面对亲孙女对奶奶的精准吐槽,宗炎笑着点头说:“感受到了。”
老太太前头是千方百计要逮住他这个金龟婿,好不容易逮到手了,收了礼金,领了证,却又开始搞隔离政策,生怕他把她孙女吃了似的,也不管人家是对正经夫妻。
好几次红果跟宗炎两个人在房间里待久了,老太太就上来敲门,敲了门也不说话,等红果开门,老太太一个眼神刀过来,红果乖乖跟她下楼去。
红果也没办法替奶奶辩护,一则她奶奶就是这么个难搞的人,二则安红突然回来确实给家里带来了某种变数,这种变数她自己都搞不清楚,更无法对人言。
她把这几天盯梢的记录表给宗炎,并告诉他,老吉没有约杜老板,“他不想我们跟杜老板直接谈。”
“老吉确实不想让我们跟杜老板直接谈,但杜老板不想见所有卖家也是真的,之前曾厂长就曾约过杜老板,也没成功。

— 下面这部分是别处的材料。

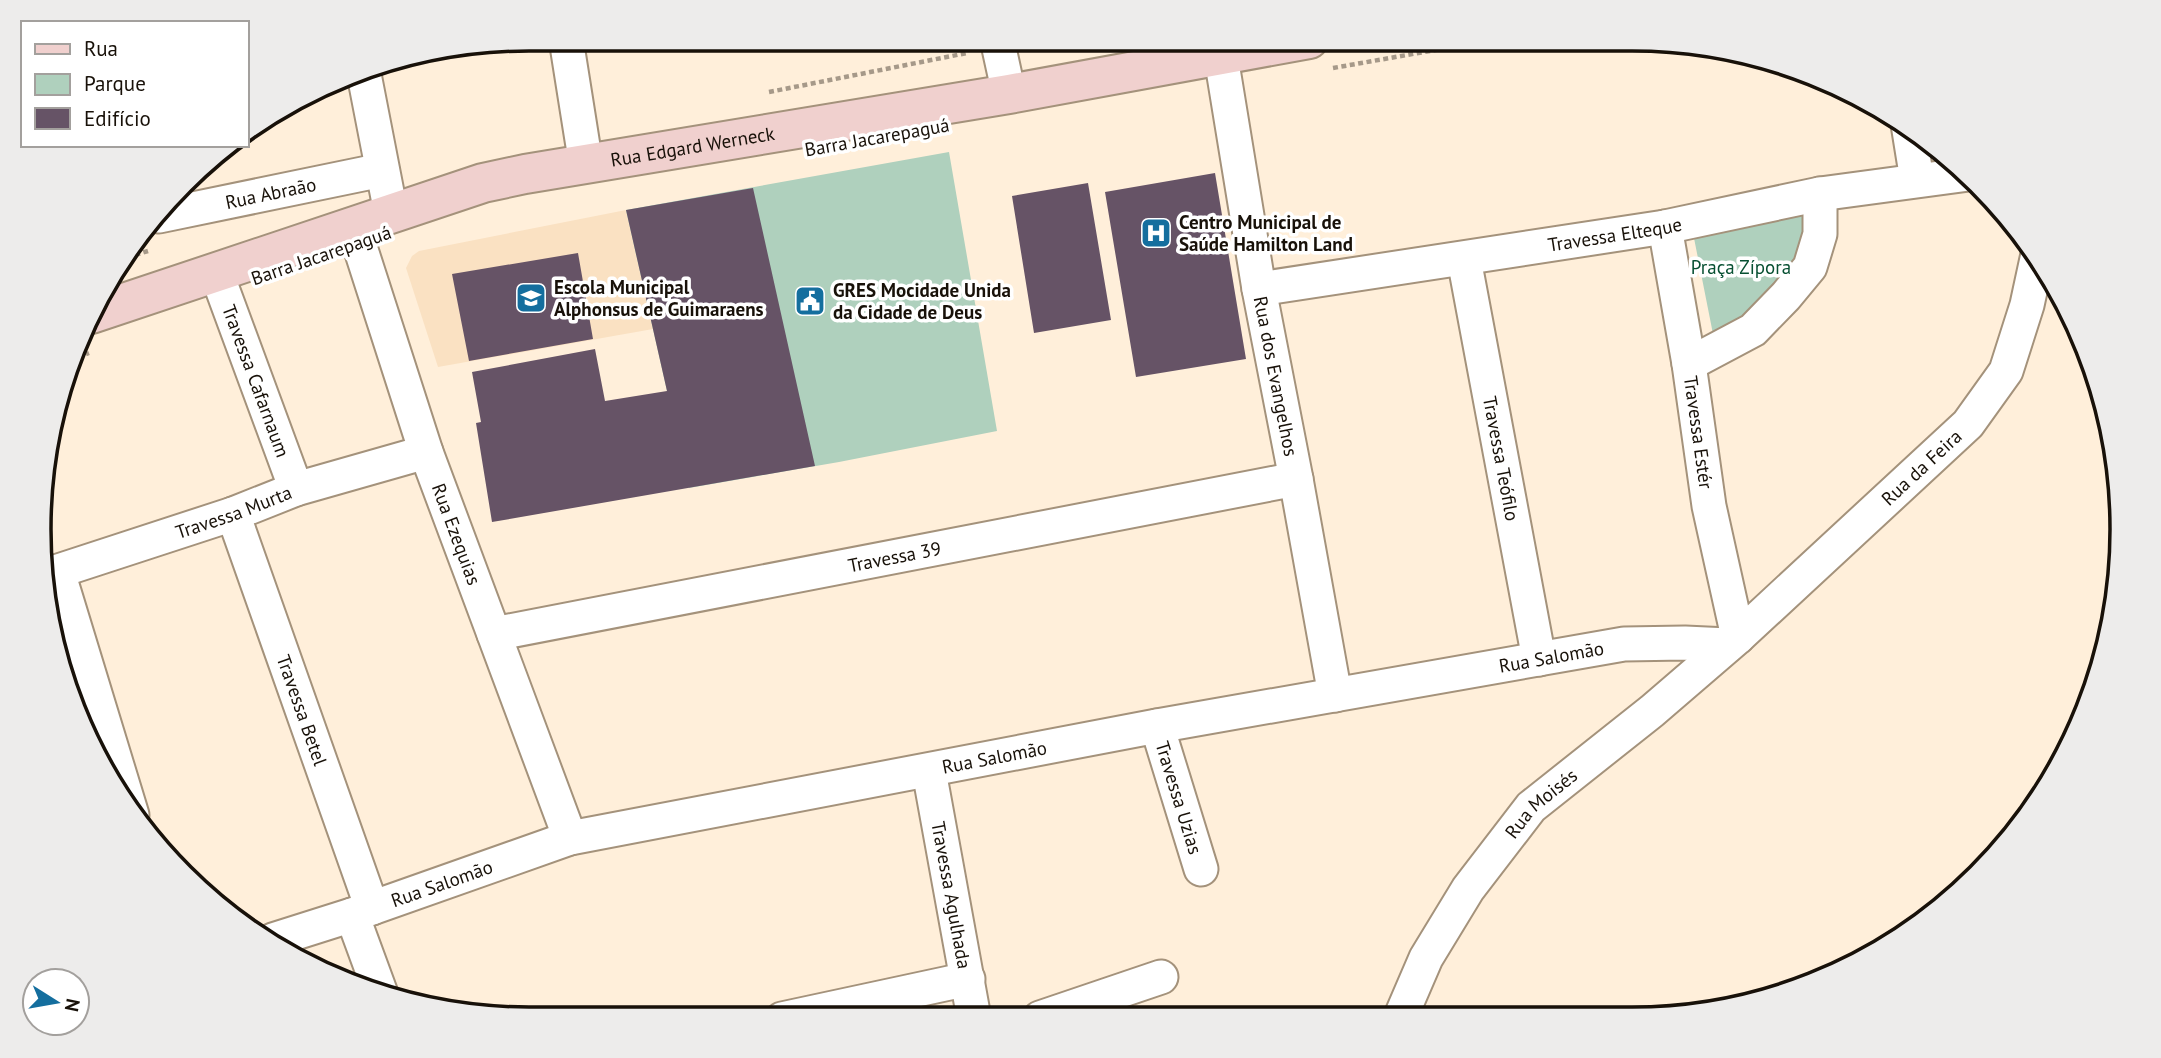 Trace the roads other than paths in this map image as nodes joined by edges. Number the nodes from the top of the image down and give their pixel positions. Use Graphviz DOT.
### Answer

”
为什么杜老板要躲起来呢?因为钱财来路不明?或者因为欠太多人的钱怕被追债?
“盯了这么久,除了老吉之外,就上周还有另外一个人进出过东跨院,是个五十多岁的大爷,个子不高,戴顶黑色圆毡帽。”
宗炎问:“是不是戴褐色眼镜?”
“对。”
“这人我查过,外号黄麻子,在邮政所做事,他上个月也来过。”
“来送信件?”
“有这个可能性,找机会问问。”
“还有一点,杜老板家里没有生活气息,院子里没有晾晒衣服,没看他出来买过菜倒过垃圾,他应该是不常住在东跨院的,但什么时候来什么时候走,我没有看见过。你有见过吗?”
宗炎说他之前盯的不紧,也没发现杜老板进出。
为什么之前盯的不紧?红果不禁疑惑问道:“你租我家房子不是为了盯杜老板吗?”
宗炎摇头:“不是,我也是住进来后……准确地说是杜老板想尽办法要买你家和曾家房子后,我才发现他很可疑。”

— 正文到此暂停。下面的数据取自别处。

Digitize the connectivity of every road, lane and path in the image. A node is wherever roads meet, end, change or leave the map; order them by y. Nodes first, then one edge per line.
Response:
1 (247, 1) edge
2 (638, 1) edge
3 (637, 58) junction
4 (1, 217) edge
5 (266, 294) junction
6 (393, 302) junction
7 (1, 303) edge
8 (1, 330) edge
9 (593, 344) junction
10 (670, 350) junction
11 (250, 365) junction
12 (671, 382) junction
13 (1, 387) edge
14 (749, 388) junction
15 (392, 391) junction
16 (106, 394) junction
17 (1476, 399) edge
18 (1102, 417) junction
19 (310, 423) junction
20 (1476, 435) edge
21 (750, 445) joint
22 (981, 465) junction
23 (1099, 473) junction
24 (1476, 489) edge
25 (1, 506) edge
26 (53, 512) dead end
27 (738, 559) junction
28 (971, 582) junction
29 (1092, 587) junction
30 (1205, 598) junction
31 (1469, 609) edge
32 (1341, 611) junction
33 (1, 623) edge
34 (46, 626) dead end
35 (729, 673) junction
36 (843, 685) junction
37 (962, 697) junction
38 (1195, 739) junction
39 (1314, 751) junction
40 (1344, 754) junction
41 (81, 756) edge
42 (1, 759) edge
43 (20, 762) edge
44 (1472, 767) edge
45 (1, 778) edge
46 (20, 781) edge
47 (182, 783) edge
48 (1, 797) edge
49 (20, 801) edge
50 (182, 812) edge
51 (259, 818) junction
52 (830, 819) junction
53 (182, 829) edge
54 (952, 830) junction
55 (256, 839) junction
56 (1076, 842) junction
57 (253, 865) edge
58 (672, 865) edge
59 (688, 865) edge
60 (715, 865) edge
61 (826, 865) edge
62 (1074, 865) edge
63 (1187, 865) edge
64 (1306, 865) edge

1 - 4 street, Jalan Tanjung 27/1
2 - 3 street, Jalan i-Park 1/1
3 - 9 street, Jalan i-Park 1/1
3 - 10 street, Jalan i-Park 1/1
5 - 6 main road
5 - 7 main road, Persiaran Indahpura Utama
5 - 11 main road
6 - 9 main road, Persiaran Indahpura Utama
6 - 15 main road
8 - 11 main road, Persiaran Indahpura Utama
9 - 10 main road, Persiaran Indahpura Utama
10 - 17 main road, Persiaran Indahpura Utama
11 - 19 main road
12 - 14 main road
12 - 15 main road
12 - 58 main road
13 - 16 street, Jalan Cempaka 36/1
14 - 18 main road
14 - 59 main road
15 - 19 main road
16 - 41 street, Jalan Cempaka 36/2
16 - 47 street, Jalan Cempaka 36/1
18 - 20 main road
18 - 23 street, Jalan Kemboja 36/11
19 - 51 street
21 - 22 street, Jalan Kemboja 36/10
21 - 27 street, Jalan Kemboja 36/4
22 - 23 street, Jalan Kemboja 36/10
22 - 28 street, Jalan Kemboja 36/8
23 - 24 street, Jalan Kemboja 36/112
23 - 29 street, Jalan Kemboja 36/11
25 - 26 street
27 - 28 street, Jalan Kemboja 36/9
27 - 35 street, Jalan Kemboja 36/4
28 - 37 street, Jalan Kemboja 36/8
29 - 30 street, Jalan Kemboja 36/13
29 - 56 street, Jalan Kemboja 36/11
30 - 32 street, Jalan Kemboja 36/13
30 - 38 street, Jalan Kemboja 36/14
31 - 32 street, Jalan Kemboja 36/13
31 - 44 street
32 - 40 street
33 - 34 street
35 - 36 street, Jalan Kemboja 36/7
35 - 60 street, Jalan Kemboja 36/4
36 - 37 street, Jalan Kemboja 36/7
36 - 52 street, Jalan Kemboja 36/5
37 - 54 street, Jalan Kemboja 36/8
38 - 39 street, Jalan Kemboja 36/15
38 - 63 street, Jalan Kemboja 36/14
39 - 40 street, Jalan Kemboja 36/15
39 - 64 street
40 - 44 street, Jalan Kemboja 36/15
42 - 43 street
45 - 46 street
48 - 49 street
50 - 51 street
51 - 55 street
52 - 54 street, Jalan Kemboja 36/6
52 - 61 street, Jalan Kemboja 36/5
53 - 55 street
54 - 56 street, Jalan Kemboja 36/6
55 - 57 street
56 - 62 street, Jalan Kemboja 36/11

红果坐在凳子上把玩着手上的铅笔,她转笔玩的很溜,转动起来像快速飞转的竹蜻蜓,这让宗炎想起在玉雕房一楼她那一脚将石子踢进瓶子时悠闲自得的神态。
宗炎盯着她画的素描,是一盘热带水果,线条僵硬阴影部分也很错乱,但比例完美,完美得让他这位老师都要惊叹,就像看到蹒跚学步的儿童突然踩着自行车飞过,这不是什么神童行为,而是诡异事件。

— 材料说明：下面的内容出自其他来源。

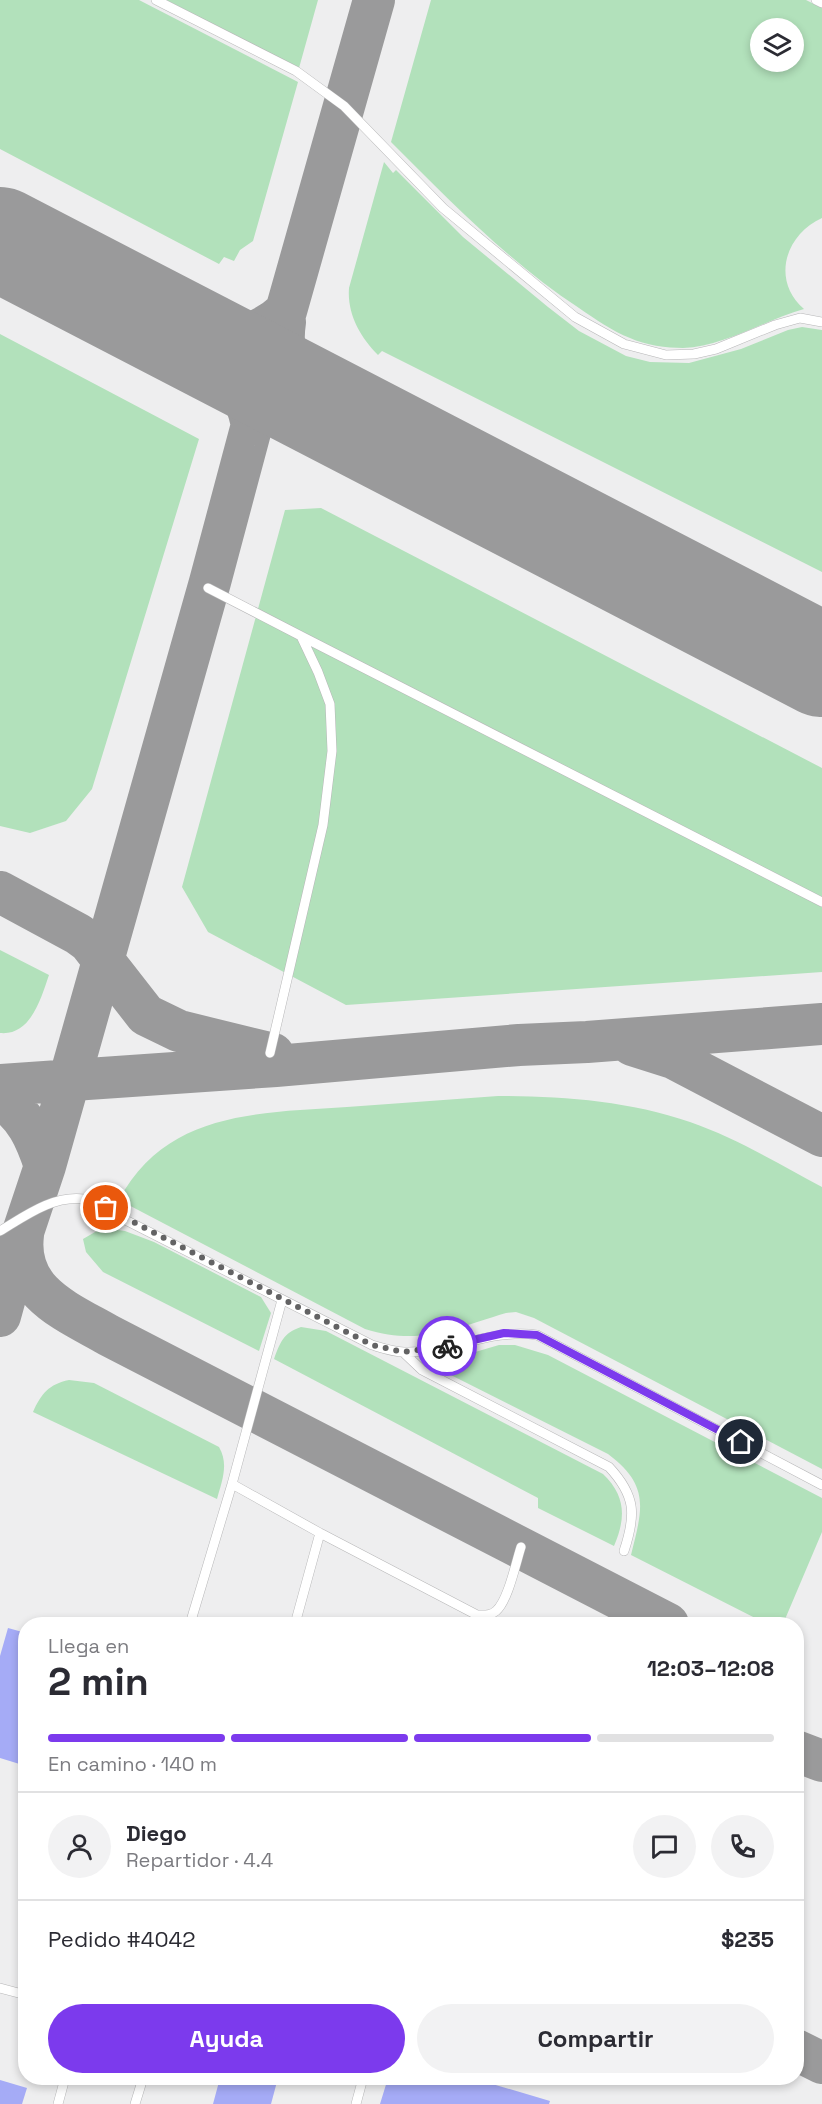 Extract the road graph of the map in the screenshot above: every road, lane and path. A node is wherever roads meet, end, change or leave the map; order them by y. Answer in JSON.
{"nodes":[{"id":1,"x":156,"y":0,"type":"edge"},
{"id":2,"x":816,"y":0,"type":"edge"},
{"id":3,"x":822,"y":3,"type":"edge"},
{"id":4,"x":822,"y":322,"type":"edge"},
{"id":5,"x":208,"y":588,"type":"dead end"},
{"id":6,"x":301,"y":636,"type":"junction"},
{"id":7,"x":822,"y":902,"type":"edge"},
{"id":8,"x":270,"y":1053,"type":"dead end"},
{"id":9,"x":0,"y":1231,"type":"edge"},
{"id":10,"x":282,"y":1300,"type":"junction"},
{"id":11,"x":403,"y":1352,"type":"junction"},
{"id":12,"x":232,"y":1484,"type":"junction"},
{"id":13,"x":822,"y":1485,"type":"edge"},
{"id":14,"x":320,"y":1533,"type":"junction"},
{"id":15,"x":521,"y":1547,"type":"dead end"},
{"id":16,"x":624,"y":1551,"type":"dead end"},
{"id":17,"x":192,"y":1617,"type":"edge"},
{"id":18,"x":297,"y":1617,"type":"edge"},
{"id":19,"x":0,"y":1988,"type":"edge"},
{"id":20,"x":18,"y":1993,"type":"edge"},
{"id":21,"x":63,"y":2085,"type":"edge"},
{"id":22,"x":141,"y":2085,"type":"edge"},
{"id":23,"x":361,"y":2085,"type":"edge"},
{"id":24,"x":58,"y":2104,"type":"edge"},
{"id":25,"x":135,"y":2104,"type":"edge"},
{"id":26,"x":356,"y":2104,"type":"edge"}],
"edges":[{"from":1,"to":4,"type":"lane"},
{"from":2,"to":3,"type":"lane"},
{"from":5,"to":6,"type":"lane"},
{"from":6,"to":7,"type":"lane"},
{"from":6,"to":8,"type":"lane"},
{"from":9,"to":10,"type":"lane"},
{"from":10,"to":11,"type":"lane"},
{"from":10,"to":12,"type":"lane"},
{"from":11,"to":13,"type":"lane"},
{"from":11,"to":16,"type":"lane"},
{"from":12,"to":14,"type":"lane"},
{"from":12,"to":17,"type":"lane"},
{"from":14,"to":15,"type":"lane"},
{"from":14,"to":18,"type":"lane"},
{"from":19,"to":20,"type":"lane"},
{"from":21,"to":24,"type":"lane"},
{"from":22,"to":25,"type":"lane"},
{"from":23,"to":26,"type":"lane"}]} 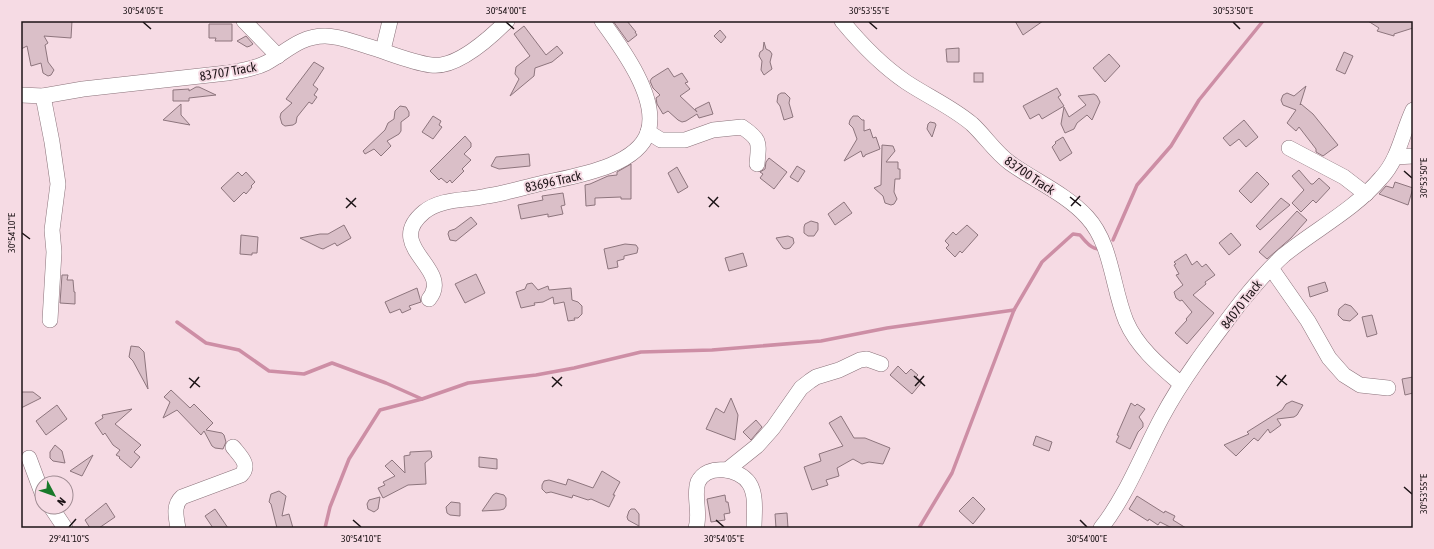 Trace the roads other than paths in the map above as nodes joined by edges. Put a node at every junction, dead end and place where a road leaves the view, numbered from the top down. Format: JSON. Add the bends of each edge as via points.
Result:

看着他蹙起的眉头,红果以为宗炎又在心底暗骂她画工拙劣,她故意气他:“画了一整天呢。”
她把笔抛进笔筒,晃悠悠下楼去。
安顺一家四口在外面吃了饭才回来,走在前面的两个孩子为争一盒饼干大打出手,被顺嫂喝住了。安红没跟他们一起回来,估计是住外面宾馆了吧。
红果安耐不住了,她决定下井探个究竟。
霞姑跟她睡一个房间,好不容易听到了鼾声,她静悄悄地摸索着起床,穿上平底鞋轻手蹑脚走向柴草间。
树影下月色稀疏,院里各屋都已沉睡,她摸出钥匙打开了柴草间门,闪身进去后把门梢插上,门边有一张废旧桌子,她早在桌子底下放了手电筒和铁耙子。